Las inéditas protestas en Cuba reavivaron una discusión que dura mucho más que medio siglo y que constituye un parteaguas ideológico. ¿Esas imágenes de la gente en las calles manifestando su descontento con el gobierno significan que la estrategia que Estados Unidos utiliza desde hace sesenta años por fin está funcionando?
Las sanciones y restricciones económicas, financieras y comerciales que Estados Unidos impone a Cuba son llamadas “embargo” o “bloqueo” según cuál de las partes se refiera a ellas. Y su impacto real sobre la economía también es cuantificado de modo distinto por ambos países.
Mientras el gobierno cubano atribuye al bloqueo las dificultades que encuentra su población para conseguir alimentos e insumos que mejorarían su calidad de vida, sus críticos sostienen que se trata de un embargo muy poroso. Dicen que Estados Unidos nunca pudo incluir del todo a las partes extraterritoriales del embargo y que Cuba mantiene relaciones comerciales con muchos países del mundo y ha recibido inversiones extranjeras, sobre todo en el sector turístico.
La discusión envejeció tanto que se volvió anacrónica. El bloqueo ofrecía una justificación imbatible para explicar las insuficiencias de la revolución y un argumento de gran fuerza moral para resistir al imperialismo. Y, enfrente, los sucesivos presidentes de los Estados Unidos –Kennedy, Johnson, Nixon, Ford, Carter, Reagan, Bush, Clinton, Bush (hijo), Obama, Trump y Biden– repetían que el problema cubano no era el embargo, sino el empobrecedor régimen comunista. Pero ninguno de ellos lo levantó.
Debemos recordar que las primeras sanciones económicas fueron establecidas en 1960 por Dwight Eisenhower en respuesta a la estatización de los bienes norteamericanos y al establecimiento de relaciones comerciales con la Unión Soviética. Desde el inicio quedó claro que lo que se buscaba no era solamente restringir el comercio. Un célebre memorándum secreto del Departamento de Estado señalaba que el objetivo era “emplear todos los medios posibles para debilitar la vida económica de Cuba (…) para provocar hambre, desesperación y el derrocamiento del Gobierno”.

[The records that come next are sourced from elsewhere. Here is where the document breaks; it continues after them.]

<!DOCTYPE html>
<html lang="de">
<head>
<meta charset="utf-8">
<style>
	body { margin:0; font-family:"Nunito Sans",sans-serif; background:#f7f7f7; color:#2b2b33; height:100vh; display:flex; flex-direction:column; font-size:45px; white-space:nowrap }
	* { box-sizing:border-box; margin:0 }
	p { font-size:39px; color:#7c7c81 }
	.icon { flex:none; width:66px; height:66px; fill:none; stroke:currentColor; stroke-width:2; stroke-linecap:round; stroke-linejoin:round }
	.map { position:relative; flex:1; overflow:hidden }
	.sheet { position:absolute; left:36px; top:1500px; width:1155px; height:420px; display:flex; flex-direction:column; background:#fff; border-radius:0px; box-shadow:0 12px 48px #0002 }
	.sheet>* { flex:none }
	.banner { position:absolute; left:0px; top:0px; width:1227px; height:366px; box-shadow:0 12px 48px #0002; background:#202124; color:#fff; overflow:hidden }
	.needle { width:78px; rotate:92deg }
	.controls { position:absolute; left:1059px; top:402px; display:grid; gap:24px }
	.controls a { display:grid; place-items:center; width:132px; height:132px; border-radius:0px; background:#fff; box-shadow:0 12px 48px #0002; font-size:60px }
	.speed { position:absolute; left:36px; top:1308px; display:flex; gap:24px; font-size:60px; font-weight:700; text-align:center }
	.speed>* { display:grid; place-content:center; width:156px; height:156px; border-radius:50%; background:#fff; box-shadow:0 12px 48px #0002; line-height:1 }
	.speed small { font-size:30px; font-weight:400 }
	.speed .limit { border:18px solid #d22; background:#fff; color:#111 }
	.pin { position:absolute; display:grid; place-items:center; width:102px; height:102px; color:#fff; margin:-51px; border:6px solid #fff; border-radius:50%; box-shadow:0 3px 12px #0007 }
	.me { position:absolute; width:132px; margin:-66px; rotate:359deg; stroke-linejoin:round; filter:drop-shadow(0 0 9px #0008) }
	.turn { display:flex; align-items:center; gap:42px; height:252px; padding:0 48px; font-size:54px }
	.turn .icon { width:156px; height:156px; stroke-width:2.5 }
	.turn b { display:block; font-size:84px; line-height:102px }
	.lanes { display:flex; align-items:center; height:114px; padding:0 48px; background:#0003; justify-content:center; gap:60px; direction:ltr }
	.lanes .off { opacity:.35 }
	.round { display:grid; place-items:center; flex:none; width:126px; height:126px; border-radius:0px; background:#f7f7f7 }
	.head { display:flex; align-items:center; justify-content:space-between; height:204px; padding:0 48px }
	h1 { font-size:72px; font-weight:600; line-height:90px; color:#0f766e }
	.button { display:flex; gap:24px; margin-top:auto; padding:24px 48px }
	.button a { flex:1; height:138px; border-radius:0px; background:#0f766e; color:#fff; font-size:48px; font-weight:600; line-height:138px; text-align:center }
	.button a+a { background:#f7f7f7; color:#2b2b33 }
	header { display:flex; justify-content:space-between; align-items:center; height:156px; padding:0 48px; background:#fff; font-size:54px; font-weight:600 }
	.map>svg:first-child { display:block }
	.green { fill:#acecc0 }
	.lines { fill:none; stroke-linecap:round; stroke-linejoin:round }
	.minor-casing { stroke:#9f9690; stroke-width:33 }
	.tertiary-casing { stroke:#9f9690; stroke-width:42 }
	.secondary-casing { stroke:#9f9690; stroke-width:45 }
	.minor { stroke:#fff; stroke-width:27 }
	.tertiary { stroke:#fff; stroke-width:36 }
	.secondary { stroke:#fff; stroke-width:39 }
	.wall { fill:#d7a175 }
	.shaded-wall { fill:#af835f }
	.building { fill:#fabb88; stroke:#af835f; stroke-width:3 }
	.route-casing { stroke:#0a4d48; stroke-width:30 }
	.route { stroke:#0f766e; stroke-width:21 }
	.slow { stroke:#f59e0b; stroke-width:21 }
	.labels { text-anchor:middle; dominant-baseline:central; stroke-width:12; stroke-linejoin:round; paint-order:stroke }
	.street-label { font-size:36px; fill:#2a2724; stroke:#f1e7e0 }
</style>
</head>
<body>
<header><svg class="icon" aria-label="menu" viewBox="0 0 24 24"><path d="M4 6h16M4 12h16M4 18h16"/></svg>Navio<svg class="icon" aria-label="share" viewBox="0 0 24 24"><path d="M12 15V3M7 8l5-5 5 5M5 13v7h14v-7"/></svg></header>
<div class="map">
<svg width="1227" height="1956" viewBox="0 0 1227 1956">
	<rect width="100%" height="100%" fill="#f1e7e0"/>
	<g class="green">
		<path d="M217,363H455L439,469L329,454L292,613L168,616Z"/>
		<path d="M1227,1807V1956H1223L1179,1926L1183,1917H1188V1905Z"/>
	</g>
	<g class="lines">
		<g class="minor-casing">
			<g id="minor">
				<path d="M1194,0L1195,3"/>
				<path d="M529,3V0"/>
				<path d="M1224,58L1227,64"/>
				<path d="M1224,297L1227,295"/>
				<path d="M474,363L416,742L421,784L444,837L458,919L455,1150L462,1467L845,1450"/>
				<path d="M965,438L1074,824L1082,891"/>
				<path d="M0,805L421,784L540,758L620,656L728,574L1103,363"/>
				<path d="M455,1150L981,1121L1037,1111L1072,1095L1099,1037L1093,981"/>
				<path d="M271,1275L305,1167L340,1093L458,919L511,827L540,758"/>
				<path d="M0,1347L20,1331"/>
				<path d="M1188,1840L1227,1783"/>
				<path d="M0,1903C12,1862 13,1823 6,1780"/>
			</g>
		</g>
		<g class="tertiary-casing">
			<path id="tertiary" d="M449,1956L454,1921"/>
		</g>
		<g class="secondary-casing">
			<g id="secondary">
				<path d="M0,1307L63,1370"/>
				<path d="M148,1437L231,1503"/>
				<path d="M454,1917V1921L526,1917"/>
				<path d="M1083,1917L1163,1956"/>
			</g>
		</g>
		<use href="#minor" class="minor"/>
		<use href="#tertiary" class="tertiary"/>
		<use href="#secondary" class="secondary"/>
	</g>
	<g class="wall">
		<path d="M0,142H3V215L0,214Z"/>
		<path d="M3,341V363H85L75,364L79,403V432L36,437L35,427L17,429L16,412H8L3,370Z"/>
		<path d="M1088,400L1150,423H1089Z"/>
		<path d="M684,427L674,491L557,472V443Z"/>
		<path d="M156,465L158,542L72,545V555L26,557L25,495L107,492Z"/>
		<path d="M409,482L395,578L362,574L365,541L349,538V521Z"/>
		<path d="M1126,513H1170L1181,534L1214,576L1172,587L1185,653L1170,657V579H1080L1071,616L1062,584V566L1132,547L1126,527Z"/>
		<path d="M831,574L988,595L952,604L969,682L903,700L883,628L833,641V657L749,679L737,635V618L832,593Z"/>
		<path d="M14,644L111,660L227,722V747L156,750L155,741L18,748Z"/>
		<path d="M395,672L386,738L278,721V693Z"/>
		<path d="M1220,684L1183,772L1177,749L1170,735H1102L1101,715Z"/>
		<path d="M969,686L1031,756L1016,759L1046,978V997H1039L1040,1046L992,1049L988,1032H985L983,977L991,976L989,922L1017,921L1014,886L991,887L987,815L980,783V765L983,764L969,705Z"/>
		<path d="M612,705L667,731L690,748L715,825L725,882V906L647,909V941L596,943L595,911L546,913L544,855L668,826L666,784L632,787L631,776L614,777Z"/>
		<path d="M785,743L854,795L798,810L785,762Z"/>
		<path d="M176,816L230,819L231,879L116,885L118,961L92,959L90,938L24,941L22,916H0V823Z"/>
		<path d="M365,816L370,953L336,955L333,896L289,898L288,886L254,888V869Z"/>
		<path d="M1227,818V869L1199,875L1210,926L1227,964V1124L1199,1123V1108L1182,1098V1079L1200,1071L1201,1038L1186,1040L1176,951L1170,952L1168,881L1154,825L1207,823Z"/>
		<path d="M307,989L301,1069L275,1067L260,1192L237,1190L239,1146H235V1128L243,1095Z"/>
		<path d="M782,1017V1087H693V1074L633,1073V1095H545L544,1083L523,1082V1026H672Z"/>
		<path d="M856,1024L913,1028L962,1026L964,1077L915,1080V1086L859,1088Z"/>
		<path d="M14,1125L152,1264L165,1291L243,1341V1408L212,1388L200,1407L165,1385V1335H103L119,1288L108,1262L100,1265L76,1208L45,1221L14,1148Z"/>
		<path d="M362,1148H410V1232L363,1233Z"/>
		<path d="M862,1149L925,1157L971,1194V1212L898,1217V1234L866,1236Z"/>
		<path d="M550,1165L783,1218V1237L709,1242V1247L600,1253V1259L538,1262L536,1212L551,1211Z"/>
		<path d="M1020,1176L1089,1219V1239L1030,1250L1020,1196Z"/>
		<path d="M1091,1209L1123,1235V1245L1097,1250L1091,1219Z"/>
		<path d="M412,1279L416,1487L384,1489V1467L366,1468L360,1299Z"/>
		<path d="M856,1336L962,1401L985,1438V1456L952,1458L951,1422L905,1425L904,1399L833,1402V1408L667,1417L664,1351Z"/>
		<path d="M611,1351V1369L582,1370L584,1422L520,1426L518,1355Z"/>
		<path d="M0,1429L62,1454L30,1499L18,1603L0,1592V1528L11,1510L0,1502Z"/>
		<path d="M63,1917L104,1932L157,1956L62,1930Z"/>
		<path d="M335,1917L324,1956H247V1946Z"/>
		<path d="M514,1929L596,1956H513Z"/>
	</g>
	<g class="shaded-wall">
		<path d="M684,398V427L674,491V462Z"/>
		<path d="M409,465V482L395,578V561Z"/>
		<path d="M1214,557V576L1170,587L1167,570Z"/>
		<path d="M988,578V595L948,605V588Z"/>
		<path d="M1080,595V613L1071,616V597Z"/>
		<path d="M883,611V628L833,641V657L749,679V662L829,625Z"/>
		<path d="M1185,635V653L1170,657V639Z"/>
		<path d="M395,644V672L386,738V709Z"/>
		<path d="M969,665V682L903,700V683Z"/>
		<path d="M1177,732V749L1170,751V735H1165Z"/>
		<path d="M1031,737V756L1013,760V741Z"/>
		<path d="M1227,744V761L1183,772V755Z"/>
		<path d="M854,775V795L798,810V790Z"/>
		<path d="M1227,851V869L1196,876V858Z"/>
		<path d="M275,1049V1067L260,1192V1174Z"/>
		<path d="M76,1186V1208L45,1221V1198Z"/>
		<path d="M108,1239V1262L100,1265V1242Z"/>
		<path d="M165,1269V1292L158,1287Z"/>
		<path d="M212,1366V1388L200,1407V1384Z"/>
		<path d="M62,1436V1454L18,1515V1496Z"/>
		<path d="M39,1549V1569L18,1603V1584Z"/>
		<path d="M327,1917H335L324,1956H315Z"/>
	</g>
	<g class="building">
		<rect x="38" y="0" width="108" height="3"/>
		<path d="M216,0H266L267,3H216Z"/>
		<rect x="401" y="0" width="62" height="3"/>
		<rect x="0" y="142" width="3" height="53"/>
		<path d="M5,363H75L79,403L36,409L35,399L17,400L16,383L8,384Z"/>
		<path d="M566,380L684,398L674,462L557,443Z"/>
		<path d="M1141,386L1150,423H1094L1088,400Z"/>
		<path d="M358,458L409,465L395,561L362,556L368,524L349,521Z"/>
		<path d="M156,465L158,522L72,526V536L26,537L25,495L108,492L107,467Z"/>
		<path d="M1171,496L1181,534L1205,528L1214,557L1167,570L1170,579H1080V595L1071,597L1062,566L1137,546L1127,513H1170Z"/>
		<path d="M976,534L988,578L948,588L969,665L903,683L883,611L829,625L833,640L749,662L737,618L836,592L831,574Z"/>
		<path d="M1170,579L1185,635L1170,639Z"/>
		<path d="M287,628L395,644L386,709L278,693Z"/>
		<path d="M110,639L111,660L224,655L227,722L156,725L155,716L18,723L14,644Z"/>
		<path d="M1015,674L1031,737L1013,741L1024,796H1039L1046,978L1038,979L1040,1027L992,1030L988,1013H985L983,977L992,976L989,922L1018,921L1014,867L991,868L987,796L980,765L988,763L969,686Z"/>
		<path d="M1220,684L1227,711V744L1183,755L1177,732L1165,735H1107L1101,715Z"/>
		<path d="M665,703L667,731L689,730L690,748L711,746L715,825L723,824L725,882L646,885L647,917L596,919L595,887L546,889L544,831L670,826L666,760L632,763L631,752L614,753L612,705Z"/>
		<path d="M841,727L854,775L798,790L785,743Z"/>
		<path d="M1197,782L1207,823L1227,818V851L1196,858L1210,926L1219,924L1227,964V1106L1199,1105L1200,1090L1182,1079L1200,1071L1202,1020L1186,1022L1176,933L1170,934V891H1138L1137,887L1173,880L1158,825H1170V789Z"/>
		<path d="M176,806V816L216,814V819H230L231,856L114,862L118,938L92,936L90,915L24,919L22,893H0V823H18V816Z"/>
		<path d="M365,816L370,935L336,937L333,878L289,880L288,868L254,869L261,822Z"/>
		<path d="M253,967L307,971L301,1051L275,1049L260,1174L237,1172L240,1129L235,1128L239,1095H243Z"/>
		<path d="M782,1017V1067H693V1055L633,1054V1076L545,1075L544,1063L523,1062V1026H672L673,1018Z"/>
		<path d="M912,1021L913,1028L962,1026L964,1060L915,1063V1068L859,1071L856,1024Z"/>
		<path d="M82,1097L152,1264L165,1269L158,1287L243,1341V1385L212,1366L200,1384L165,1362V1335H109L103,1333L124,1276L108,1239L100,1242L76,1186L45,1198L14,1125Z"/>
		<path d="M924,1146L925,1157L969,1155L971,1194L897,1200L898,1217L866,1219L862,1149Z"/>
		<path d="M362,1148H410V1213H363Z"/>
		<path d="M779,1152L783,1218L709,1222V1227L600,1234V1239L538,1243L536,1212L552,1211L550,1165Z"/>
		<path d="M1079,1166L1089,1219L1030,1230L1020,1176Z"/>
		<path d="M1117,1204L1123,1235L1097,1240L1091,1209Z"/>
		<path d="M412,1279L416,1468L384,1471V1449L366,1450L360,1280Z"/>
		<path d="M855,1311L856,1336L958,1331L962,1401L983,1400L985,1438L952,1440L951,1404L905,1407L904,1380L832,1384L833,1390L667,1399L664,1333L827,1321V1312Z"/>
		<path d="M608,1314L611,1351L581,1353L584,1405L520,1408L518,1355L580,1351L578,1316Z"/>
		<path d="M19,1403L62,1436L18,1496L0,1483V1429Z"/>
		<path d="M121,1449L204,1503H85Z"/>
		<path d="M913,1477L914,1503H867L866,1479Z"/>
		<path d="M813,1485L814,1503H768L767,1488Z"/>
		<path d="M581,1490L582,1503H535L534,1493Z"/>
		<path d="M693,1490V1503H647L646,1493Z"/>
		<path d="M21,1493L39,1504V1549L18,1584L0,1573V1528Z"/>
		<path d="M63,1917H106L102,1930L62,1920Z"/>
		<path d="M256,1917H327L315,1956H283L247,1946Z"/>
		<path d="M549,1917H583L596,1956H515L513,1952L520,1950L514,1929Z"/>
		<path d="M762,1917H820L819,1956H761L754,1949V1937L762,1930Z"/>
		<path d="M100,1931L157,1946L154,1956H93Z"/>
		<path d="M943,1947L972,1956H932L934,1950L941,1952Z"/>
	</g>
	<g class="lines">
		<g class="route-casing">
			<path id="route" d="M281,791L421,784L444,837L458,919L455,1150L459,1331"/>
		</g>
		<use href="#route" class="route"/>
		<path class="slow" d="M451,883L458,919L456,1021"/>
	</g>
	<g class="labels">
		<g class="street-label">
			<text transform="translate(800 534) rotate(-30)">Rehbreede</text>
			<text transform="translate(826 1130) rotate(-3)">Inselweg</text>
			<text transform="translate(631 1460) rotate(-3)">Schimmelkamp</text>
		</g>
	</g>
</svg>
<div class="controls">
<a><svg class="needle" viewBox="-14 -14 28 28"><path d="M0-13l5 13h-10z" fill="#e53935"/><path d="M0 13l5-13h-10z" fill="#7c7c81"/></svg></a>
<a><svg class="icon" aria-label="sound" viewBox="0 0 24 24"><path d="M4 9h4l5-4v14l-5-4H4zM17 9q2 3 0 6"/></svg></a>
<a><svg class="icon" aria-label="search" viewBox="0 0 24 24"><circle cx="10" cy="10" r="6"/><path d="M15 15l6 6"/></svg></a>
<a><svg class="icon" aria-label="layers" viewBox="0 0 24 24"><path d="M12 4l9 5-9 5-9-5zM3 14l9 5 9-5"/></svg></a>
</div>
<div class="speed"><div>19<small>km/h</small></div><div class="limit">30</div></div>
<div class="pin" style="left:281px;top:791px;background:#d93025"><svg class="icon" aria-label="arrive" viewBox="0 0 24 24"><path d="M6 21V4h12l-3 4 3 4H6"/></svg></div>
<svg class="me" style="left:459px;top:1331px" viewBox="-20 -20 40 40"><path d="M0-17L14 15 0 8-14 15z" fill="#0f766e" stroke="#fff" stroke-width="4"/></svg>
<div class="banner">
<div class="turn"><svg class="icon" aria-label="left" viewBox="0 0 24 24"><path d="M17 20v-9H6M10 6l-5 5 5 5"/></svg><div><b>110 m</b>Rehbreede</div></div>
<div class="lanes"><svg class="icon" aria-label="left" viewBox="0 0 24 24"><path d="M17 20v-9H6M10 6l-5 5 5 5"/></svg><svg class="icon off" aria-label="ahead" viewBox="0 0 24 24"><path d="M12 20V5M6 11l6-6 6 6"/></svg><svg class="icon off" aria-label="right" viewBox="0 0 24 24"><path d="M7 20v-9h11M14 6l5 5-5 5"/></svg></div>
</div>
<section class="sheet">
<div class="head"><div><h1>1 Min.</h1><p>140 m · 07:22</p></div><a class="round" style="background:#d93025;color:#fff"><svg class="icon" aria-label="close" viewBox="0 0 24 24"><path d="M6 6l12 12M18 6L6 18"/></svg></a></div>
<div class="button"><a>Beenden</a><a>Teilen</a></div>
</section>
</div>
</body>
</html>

Estados Unidos nunca impuso un embargo tan prolongado a otros países. Es contradictorio afirmar que no sirve para gran cosa pero, a la vez, mantenerlo pese a que la Asamblea de las Naciones Unidas ha condenado de manera casi unánime la medida año tras año desde 1992.
Por eso, no puede negarse que el bloqueo comercial a Cuba ha producido perjuicios económicos y sociales gigantescos a la población de la isla. Pero, por sí solo, no explica los problemas que motivan las protestas de los ciudadanos. El drama cubano es su sistema económico ineficiente. Cuando el subsidio de la Unión Soviética se vino abajo, observadores de todo el mundo aseguraron que la revolución no sobreviviría. Cuba atravesó las penurias del “periodo especial” de los años noventa abriendo tímidamente su economía al turismo y expandiendo con demasiada cautela un pequeño sector privado. El tiempo demostró que eso no sería suficiente.
Sus impresionantes avances en educación y salud contrastan con una economía centralizada y planificada que no pudo evitar el desgaste en infraestructura y la falta de respuesta a nuevas demandas ciudadanas que el acceso a la comunicación volvió inevitables. El Covid 19 hizo el resto. Si bien la isla respondió mejor que muchos países capitalistas a la amenaza sanitaria –desarrollando, inclusive, sus propias vacunas–, el golpe económico ocasionado por el cese abrupto del turismo fue demoledor.
La revolución no caerá por el bloqueo. Caerá si, desde adentro, los cubanos no logran hacer las rectificaciones económicas y sociales que la calle exige. Mantener el bloqueo es negarse a reconocer que la estrategia ha fallado y que hoy solo sirve para castigar a una población que, como todas las del mundo, se enfrenta a la amenaza de la pandemia.